The Garlic Girls, aka Team Kim. The breakout sensation of these Games are four girls from the sticks, a garlic-producing town called Uiseong, which charmed the nation with their improbable victories in curling over the world’s best. Friend Jon (from the WSJ) and I accidentally stumbled on these women when we went to curling with the aforementioned Jim. They were mesmerizing to watch, and interesting off the ice, too. They have nicknames based on their favorite foods (“Steak” is my fave), a skip who is stone-faced, which inspired hella memes, and an excellent curling strategist. That they made it to the gold medal game at all was in the face of 50-1 odds. Rock stars, pun intended.

USA Women’s Hockey Team Beating Archrival Canada was the most exciting hockey game I’ve ever attended and maybe the greatest Olympics hockey game ever, according to veteran sportswriter Christine Brennan. It was sort of a fluke that I wound up covering it, meaning not only did I get to enjoy it, I got to file my first (and probably only) hockey results piece ever.

Reunions. The last time I was in the same place as Nigel Robertson I was 24 years old and he bought me a Wonder Woman shirt for my birthday that year. We have celebrated one another’s successes from afar for years and his energy is infectious. NIGEL is at the Olympics. So is Friend Juliet, who I haven’t seen since we moved away from Washington, Friend Alex, who I haven’t seen since the Nieman thing in Boston in 2013, and so many coworkers who I really never even worked with before, like our sports correspondent Tom Goldman. Getting to laugh with these folks makes the Olympics really special.

Jeers

Overheated buses. We constantly go from standing in subzero temperatures in a fierce (sometimes as fast as 50mph winds) to buses heated like they’re in the inside of a Korean sauna. One time my colleague Bill got into a bus that was actually heated just the right temperature and he decided to ride it to wherever it took him just to stay on the bus and not get stuck on a different one.

Wind. Wind gusts reached Cat3 hurricane speeds, destroying pop-up food stalls, security screening posts and wreaking havoc on the alpine schedule. For those of us who had to walk around in the wind, the big problem was trying not to be picked up by a strong gust. Also debris. I ended up having to irrigate my eyes numerous times after specks of gravel flew up into my peepers.

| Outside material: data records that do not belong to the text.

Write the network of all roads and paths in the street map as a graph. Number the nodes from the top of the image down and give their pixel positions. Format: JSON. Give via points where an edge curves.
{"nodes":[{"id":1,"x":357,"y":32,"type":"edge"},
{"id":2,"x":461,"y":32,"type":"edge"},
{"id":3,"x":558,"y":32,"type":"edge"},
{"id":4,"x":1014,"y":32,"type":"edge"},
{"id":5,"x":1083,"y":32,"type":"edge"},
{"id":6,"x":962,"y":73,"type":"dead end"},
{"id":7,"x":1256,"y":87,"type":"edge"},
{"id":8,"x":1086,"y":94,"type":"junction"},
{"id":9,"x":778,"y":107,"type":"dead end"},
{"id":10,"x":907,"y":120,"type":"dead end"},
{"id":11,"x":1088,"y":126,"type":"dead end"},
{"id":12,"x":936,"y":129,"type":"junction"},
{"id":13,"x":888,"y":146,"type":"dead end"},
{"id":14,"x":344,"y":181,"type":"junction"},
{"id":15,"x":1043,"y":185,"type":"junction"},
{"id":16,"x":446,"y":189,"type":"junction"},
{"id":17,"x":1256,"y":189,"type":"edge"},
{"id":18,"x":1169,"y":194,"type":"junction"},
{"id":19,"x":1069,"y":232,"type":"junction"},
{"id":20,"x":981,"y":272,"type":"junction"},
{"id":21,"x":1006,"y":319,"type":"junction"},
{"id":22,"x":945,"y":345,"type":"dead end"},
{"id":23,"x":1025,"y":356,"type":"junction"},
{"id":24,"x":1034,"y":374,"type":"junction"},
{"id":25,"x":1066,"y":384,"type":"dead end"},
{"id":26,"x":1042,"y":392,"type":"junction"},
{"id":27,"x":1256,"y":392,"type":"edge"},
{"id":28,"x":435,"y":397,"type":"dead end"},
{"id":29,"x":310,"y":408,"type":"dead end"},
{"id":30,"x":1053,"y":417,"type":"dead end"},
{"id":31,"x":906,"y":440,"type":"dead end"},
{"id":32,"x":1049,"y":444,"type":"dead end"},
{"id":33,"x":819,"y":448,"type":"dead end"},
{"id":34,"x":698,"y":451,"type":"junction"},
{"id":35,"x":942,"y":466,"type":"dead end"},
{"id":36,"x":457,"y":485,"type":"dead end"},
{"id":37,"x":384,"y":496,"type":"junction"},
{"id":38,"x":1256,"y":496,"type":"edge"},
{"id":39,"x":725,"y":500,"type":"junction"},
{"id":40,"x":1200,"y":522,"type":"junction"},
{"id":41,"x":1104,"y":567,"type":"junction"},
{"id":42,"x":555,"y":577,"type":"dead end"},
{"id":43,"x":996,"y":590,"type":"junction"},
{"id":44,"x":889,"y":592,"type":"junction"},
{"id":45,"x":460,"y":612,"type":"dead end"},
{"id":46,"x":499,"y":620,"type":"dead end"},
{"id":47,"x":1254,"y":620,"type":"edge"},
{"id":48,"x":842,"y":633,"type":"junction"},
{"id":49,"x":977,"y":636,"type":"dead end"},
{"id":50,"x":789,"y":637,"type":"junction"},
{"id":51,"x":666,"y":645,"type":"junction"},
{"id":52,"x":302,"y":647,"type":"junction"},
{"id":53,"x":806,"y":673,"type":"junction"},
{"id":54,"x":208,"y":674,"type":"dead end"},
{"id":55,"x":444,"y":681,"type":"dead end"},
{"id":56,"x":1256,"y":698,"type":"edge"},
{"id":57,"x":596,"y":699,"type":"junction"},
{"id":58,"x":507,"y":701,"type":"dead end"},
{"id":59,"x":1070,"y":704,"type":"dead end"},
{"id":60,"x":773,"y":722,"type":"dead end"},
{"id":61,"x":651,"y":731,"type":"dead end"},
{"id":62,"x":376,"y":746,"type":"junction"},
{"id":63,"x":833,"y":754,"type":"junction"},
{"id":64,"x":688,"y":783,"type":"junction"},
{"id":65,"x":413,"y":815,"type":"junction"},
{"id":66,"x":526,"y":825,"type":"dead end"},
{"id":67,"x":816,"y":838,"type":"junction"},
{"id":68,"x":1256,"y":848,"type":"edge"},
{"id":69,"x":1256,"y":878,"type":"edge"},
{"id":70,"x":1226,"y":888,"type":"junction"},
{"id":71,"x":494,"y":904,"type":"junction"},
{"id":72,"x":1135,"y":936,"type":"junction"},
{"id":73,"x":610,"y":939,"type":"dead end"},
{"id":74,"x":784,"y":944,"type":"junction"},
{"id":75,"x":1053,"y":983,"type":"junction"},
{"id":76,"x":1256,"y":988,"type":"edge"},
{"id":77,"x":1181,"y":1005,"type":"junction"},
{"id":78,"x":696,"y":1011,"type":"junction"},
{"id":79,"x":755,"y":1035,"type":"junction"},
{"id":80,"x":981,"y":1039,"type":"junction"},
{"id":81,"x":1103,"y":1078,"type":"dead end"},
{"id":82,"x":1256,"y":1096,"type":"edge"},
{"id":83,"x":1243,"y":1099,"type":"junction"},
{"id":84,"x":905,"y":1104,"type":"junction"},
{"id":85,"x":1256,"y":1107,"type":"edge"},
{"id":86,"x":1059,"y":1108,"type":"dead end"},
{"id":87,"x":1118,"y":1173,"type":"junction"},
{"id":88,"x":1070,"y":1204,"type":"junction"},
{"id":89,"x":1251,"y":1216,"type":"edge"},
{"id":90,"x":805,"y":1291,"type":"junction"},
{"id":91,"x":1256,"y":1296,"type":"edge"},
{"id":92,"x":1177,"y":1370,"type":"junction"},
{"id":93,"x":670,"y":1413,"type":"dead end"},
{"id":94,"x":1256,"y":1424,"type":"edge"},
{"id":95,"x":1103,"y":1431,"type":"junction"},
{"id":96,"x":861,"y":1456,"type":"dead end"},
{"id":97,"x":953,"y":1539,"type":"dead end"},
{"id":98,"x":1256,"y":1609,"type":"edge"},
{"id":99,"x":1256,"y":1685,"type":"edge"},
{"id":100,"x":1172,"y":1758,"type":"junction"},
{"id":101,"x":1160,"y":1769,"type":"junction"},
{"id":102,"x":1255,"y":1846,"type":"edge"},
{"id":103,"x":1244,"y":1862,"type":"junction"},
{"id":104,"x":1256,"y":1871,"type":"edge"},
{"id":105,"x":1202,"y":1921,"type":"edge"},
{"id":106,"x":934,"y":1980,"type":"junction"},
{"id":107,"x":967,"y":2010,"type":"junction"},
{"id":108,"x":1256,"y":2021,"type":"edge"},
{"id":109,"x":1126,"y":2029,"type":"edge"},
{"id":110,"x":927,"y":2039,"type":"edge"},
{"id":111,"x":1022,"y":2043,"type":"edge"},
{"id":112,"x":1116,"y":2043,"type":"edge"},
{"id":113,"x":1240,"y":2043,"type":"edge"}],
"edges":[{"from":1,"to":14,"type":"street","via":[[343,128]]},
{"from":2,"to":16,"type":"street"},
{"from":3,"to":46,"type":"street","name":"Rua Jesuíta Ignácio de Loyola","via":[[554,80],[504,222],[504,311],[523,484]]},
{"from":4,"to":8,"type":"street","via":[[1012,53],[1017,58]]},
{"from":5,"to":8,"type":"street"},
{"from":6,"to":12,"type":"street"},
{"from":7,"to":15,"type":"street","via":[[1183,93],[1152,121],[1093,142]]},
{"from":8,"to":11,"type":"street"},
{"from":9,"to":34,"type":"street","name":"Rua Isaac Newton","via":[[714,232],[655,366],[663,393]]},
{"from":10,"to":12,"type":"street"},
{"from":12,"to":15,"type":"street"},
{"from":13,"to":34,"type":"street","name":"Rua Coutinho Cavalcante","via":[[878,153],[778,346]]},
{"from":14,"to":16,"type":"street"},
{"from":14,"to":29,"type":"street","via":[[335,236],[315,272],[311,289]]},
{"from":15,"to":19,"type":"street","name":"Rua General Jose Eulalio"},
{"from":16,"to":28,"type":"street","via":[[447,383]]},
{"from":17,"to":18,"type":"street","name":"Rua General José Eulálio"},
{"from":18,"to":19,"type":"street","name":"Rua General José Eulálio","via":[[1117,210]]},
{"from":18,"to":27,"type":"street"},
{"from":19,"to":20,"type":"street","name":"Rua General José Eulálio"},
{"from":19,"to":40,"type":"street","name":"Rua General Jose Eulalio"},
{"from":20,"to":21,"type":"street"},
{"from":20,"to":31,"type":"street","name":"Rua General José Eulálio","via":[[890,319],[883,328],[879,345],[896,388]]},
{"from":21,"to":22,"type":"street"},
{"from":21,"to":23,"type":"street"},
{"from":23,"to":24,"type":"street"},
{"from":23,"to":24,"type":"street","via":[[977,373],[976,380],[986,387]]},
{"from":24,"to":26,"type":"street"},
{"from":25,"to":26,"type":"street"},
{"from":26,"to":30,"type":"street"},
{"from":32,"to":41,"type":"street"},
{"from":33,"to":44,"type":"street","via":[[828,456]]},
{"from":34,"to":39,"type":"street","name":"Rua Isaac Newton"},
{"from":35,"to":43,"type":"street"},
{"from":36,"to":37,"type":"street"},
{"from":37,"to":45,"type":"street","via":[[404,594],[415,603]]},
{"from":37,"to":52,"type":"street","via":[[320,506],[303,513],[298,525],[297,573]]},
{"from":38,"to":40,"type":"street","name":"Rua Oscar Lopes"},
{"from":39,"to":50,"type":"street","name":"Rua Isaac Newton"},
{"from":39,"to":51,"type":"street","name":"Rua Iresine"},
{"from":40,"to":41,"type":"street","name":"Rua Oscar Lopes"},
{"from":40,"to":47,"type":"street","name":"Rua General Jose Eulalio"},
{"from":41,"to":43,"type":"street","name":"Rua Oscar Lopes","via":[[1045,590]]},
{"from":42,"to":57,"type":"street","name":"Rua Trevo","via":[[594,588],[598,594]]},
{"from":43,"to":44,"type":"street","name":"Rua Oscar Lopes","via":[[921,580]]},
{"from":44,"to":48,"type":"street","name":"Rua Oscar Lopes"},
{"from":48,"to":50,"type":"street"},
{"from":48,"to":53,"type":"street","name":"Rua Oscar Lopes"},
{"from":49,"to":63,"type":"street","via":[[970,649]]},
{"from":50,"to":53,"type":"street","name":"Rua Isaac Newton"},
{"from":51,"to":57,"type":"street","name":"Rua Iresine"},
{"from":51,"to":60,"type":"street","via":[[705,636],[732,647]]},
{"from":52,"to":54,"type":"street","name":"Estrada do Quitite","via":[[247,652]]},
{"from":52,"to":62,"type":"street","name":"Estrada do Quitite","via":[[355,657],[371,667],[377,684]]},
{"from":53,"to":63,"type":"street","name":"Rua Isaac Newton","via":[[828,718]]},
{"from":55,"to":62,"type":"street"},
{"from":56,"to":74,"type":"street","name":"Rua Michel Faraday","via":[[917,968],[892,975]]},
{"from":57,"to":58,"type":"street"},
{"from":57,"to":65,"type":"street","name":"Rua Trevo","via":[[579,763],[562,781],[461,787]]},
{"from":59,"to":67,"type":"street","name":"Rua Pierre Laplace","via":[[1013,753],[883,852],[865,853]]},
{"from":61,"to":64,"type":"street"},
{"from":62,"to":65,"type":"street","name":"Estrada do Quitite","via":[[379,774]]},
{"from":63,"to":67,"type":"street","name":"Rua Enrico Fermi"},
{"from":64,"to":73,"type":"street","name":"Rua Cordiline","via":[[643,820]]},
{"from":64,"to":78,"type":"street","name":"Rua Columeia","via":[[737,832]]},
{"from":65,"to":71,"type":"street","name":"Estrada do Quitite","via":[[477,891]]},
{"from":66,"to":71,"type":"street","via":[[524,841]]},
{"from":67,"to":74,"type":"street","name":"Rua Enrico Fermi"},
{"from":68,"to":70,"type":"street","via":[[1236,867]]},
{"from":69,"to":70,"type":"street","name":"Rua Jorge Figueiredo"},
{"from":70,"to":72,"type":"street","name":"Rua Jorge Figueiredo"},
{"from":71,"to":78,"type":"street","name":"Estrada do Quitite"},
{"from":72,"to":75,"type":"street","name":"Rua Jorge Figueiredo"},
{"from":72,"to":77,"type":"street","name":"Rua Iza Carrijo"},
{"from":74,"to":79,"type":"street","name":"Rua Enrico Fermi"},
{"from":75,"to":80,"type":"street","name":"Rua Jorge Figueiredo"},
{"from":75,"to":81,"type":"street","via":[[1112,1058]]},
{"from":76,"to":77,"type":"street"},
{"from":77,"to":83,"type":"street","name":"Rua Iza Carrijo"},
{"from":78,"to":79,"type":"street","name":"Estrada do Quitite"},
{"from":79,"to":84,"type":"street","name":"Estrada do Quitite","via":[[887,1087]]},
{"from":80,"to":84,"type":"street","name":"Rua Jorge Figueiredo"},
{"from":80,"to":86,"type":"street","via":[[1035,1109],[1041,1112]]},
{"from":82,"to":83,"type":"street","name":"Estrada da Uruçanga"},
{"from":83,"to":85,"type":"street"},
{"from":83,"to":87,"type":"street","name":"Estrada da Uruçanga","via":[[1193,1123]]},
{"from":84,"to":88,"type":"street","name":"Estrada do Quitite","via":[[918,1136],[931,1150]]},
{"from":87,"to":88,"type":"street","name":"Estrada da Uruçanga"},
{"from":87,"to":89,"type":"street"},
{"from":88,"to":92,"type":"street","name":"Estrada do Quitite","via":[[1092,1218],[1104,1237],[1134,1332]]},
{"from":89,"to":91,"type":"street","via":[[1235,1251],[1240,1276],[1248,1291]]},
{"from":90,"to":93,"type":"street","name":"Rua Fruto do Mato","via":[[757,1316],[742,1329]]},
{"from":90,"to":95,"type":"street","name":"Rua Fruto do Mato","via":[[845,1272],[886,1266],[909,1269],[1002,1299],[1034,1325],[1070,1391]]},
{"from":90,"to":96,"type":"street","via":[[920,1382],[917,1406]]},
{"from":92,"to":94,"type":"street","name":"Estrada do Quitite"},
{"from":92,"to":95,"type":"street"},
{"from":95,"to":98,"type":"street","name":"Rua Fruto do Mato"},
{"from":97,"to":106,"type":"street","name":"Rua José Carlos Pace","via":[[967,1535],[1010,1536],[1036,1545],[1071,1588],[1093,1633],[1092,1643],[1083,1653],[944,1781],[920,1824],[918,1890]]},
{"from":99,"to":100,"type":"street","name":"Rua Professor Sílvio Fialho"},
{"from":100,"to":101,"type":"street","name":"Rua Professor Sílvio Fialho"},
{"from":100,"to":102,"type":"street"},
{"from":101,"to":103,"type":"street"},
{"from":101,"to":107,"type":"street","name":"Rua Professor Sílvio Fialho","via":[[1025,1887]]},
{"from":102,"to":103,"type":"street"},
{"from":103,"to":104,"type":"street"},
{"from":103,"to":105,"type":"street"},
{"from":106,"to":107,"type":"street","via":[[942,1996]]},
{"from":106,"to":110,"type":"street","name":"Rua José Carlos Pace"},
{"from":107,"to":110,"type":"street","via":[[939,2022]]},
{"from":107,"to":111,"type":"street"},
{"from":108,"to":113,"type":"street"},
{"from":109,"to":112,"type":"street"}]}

Food that tastes like despair. I feel it’s a travesty that the food in the concessions and tents here is so bad, given that there are such culinary delights across the rest of the country. Breakfast is sad, concessions which consist of “nachos without cheese” or “sandwich” (no details about what’s in it) taste of despair. Even things you can’t screw up, like fried mandu, aren’t served with condiments, so you can’t adjust anything. No hot sauce or soy sauce for you! Outrage.

The schedule. It is nonstop grinding-it-out, around the clock, since we work our daytime, and then by nighttime we begin working America’s daytime. The result is my alter ego comes out. Her name is Denise and she is a bitch. Denise has been making regular appearances in recent days, being all sorts of grumpy, uncompromising and picking fights. My mom thinks I’ve gone temporarily insane and told me I should not make any decisions right now, to which I responded by hanging up on her. Blame Denise, she’s horrendous.

Media Village Housekeeping. The apartments didn’t have do not disturb doorhangers so I’d often be awakened by or disturbed by the loud electronic voice of the teched-out apartment bell, which yelled, “YOU HAVE A CALL. YOU HAVE A CALL.” The other issue is that they bring you fresh towels every day, but never put them in the bathroom. So you’d come out of the shower or finish handwashing and have to trudge over to the bed to dry off. Because of language barriers, this situation could not change. I end my Olympics tenure supremely annoyed by this. Or is it Denise being annoyed? Hard to tell.